→ **Your task**
Please give the records below back in full, exactly as shown.

--- --- ---

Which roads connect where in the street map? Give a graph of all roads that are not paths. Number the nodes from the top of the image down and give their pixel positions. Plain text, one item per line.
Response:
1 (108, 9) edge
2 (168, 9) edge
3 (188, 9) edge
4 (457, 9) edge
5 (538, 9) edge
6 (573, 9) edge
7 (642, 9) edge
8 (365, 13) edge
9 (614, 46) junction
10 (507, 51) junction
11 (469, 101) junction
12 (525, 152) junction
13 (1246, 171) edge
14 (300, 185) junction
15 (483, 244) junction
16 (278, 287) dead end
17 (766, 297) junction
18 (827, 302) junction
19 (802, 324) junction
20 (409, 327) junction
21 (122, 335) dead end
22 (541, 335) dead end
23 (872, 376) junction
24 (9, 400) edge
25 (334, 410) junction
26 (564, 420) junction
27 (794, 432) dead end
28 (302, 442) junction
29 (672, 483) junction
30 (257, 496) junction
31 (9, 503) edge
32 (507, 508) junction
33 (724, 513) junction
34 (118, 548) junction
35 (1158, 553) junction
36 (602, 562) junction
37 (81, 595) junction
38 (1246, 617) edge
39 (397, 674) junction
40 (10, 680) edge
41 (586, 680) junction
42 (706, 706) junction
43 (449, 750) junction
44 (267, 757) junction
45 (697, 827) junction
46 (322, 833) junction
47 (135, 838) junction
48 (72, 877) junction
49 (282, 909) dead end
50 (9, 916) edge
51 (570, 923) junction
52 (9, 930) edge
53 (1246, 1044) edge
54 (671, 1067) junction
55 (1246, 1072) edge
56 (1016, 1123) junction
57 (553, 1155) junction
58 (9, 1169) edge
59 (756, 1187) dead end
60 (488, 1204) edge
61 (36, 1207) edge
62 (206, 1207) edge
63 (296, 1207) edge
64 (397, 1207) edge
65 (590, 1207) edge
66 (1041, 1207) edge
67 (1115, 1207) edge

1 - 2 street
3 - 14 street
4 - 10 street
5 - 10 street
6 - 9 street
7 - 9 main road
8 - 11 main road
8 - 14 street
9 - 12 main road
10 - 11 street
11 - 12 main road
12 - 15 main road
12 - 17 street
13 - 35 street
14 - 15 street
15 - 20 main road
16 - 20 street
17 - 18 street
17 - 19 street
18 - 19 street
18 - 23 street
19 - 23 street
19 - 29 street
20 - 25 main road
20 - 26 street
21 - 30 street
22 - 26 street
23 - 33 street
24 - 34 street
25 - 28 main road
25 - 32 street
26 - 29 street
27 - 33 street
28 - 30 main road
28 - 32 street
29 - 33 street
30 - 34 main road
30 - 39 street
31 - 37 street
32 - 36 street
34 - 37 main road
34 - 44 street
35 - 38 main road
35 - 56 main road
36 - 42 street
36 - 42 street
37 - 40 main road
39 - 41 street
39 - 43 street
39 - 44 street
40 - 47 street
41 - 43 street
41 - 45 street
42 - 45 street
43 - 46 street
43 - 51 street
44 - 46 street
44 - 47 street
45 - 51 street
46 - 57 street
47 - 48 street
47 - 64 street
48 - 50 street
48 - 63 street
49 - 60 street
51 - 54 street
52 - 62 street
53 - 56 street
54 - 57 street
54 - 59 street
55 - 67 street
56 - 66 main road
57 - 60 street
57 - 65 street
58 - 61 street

--- --- ---

→ **Expected answer**
Which roads connect where in the street map? Give a graph of all roads that are not paths. Number the nodes from the top of the image down and give their pixel positions. Plain text, one item per line.
Response:
1 (108, 9) edge
2 (168, 9) edge
3 (188, 9) edge
4 (457, 9) edge
5 (538, 9) edge
6 (573, 9) edge
7 (642, 9) edge
8 (365, 13) edge
9 (614, 46) junction
10 (507, 51) junction
11 (469, 101) junction
12 (525, 152) junction
13 (1246, 171) edge
14 (300, 185) junction
15 (483, 244) junction
16 (278, 287) dead end
17 (766, 297) junction
18 (827, 302) junction
19 (802, 324) junction
20 (409, 327) junction
21 (122, 335) dead end
22 (541, 335) dead end
23 (872, 376) junction
24 (9, 400) edge
25 (334, 410) junction
26 (564, 420) junction
27 (794, 432) dead end
28 (302, 442) junction
29 (672, 483) junction
30 (257, 496) junction
31 (9, 503) edge
32 (507, 508) junction
33 (724, 513) junction
34 (118, 548) junction
35 (1158, 553) junction
36 (602, 562) junction
37 (81, 595) junction
38 (1246, 617) edge
39 (397, 674) junction
40 (10, 680) edge
41 (586, 680) junction
42 (706, 706) junction
43 (449, 750) junction
44 (267, 757) junction
45 (697, 827) junction
46 (322, 833) junction
47 (135, 838) junction
48 (72, 877) junction
49 (282, 909) dead end
50 (9, 916) edge
51 (570, 923) junction
52 (9, 930) edge
53 (1246, 1044) edge
54 (671, 1067) junction
55 (1246, 1072) edge
56 (1016, 1123) junction
57 (553, 1155) junction
58 (9, 1169) edge
59 (756, 1187) dead end
60 (488, 1204) edge
61 (36, 1207) edge
62 (206, 1207) edge
63 (296, 1207) edge
64 (397, 1207) edge
65 (590, 1207) edge
66 (1041, 1207) edge
67 (1115, 1207) edge

1 - 2 street
3 - 14 street
4 - 10 street
5 - 10 street
6 - 9 street
7 - 9 main road
8 - 11 main road
8 - 14 street
9 - 12 main road
10 - 11 street
11 - 12 main road
12 - 15 main road
12 - 17 street
13 - 35 street
14 - 15 street
15 - 20 main road
16 - 20 street
17 - 18 street
17 - 19 street
18 - 19 street
18 - 23 street
19 - 23 street
19 - 29 street
20 - 25 main road
20 - 26 street
21 - 30 street
22 - 26 street
23 - 33 street
24 - 34 street
25 - 28 main road
25 - 32 street
26 - 29 street
27 - 33 street
28 - 30 main road
28 - 32 street
29 - 33 street
30 - 34 main road
30 - 39 street
31 - 37 street
32 - 36 street
34 - 37 main road
34 - 44 street
35 - 38 main road
35 - 56 main road
36 - 42 street
36 - 42 street
37 - 40 main road
39 - 41 street
39 - 43 street
39 - 44 street
40 - 47 street
41 - 43 street
41 - 45 street
42 - 45 street
43 - 46 street
43 - 51 street
44 - 46 street
44 - 47 street
45 - 51 street
46 - 57 street
47 - 48 street
47 - 64 street
48 - 50 street
48 - 63 street
49 - 60 street
51 - 54 street
52 - 62 street
53 - 56 street
54 - 57 street
54 - 59 street
55 - 67 street
56 - 66 main road
57 - 60 street
57 - 65 street
58 - 61 street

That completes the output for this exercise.